At the very top level, right, the tower features some intricate carvings around the space that was intended for the clock which was never installed.


Aerial view Caledonia Road Church

Thomson's tenements at the rear of the Caledonia Road Church were demolished in the early 1970's, leaving the ruin standing in perfect isolation which persists to the present time with no redevelopment having taken place over a period of over 30 years.
The only other building still standing in the vicinity is the Brazen Head pub, formerly known as the Granite City, which sits alongside the abandonded railway track from St Enoch to Barrhead where it crosses over Cumberland Street and Cathcart Road.



St Vincent Street Church

St Vincent Street Church

St Vincent Street Church, to the west of the city centre, was completed in 1859. The constituent parts display different styles, with a typical Thomson Greek temple placed alongside an exotic clock tower which shows more oriental influences. The windows on the four sides of the tower each feature paired sculptured faces looking in on one another.

At the time when the Caledonia Road Church was destroyed by fire in the 1960's, Glasgow Association of Spiritualists were occupying the St Vincent Street Church, keeping it from falling into dereliction.
Glasgow City Council acquired the building in December 1970 and carried out repairs and maintenance to keep the church as much as possible in its original state.

Tower at St Vincent Street Church

Pulpit at St Vincent Street Church

The Council rented St Vincent Street Church to a congregation of the Free Church of Scotland in October 1971, who still occupy it. There were proposals in the mid-1980's to terminate the lease to the Free Church and use the building as a tourist attraction in a similar way to Thomson's Holmwood House and Rennie Mackintosh's Scotland Street School. This never happened and the building still fulfils its intended function as a place of worship.

In August 2007 a £1.85million renovation project was announced by the church’s owners, Glasgow City Council.
Historic Scotland offered to provide a £350,000 grant to go towards a full restoration of the building.
The refurbishment involved structural consolidation work to the main roof trusses, internal replastering and repairs to the crumbling stonework.

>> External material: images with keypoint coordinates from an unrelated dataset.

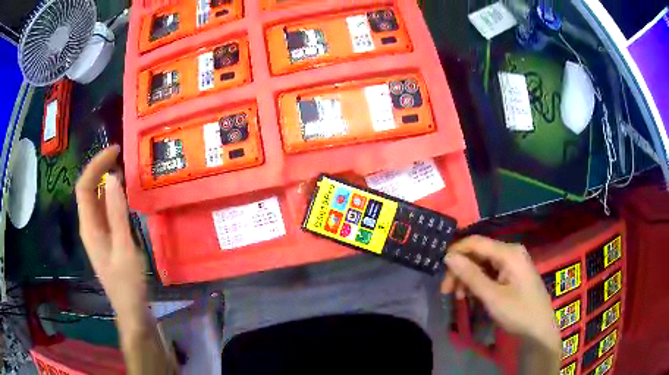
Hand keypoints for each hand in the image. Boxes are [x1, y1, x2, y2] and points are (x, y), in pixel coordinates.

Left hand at [75, 146, 148, 333]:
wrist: (130, 308)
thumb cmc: (127, 282)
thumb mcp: (124, 247)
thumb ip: (117, 213)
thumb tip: (112, 178)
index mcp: (89, 226)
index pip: (84, 186)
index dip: (96, 165)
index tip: (115, 151)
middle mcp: (88, 225)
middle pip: (87, 188)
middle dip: (100, 168)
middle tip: (120, 156)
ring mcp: (95, 231)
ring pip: (94, 198)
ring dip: (104, 180)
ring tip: (122, 168)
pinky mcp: (104, 237)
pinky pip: (102, 209)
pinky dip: (110, 196)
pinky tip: (122, 194)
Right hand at [441, 236, 559, 351]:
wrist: (539, 330)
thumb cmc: (518, 313)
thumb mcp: (492, 297)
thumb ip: (470, 275)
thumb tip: (448, 257)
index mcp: (508, 252)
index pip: (475, 242)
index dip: (455, 253)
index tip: (440, 272)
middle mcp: (511, 252)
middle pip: (478, 253)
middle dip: (460, 270)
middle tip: (446, 291)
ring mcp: (513, 262)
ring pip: (483, 263)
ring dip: (468, 278)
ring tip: (458, 297)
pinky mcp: (513, 273)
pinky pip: (490, 272)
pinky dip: (478, 282)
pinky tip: (472, 295)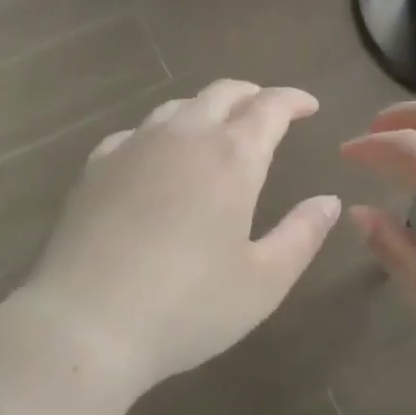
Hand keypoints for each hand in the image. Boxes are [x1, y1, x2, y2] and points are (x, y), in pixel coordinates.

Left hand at [17, 81, 342, 404]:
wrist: (86, 321)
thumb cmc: (187, 306)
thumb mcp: (263, 282)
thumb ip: (302, 234)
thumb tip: (329, 201)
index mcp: (232, 156)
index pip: (270, 107)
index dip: (293, 100)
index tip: (308, 106)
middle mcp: (185, 135)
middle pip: (223, 93)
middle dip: (252, 95)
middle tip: (267, 111)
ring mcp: (135, 144)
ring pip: (179, 106)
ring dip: (207, 109)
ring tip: (216, 130)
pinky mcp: (97, 164)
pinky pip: (137, 132)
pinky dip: (160, 133)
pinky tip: (156, 157)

Column at St Vincent Street church

Cast-iron column, crowned with outsized capital decorated with Thomson's trademark motifs, supporting the gallery of St Vincent Street church

Drawing of tower at St Vincent Street Church, Glasgow

The tower of St Vincent Street Church is much more decorative than the tower of Caledonia Road Church. Its extravagant ornamentation appears to be a culmination of all Thomson's mysterious perceptions.


Queens Park UP Church

Queens Park UP Church


Queens Park UP Church

Tower at Queens Park UP Church

Thomson's final Glasgow church was Queens Park United Presbyterian Church in Langside Road which was completed in 1869.
The church was destroyed during the Second World War when it was struck by a German incendiary bomb in March 1943. The lavish interior furnishings and paintwork would only have served as kindling to speed up the destruction of this outstanding landmark.
It was built in Thomson's unique style, combining various elements of antiquity, from the Semitic to the Greek.
 

Extract from Glasgow Herald, 26 March 1943

The Glasgow Herald of 26th March 1943 briefly mentioned the incident but because of wartime reporting restrictions gave no information which would help identify the church which had been attacked. The caption reads "This church was destroyed by incendiaries during yesterday morning's raid on a town in Central Scotland".
If you look closely at the newspaper photograph you can see the flames engulfing the four columns supporting the triangular pediment. Below this you can see the blazing outlines of the three doors of the central entrance as shown in my elevation drawing of the church.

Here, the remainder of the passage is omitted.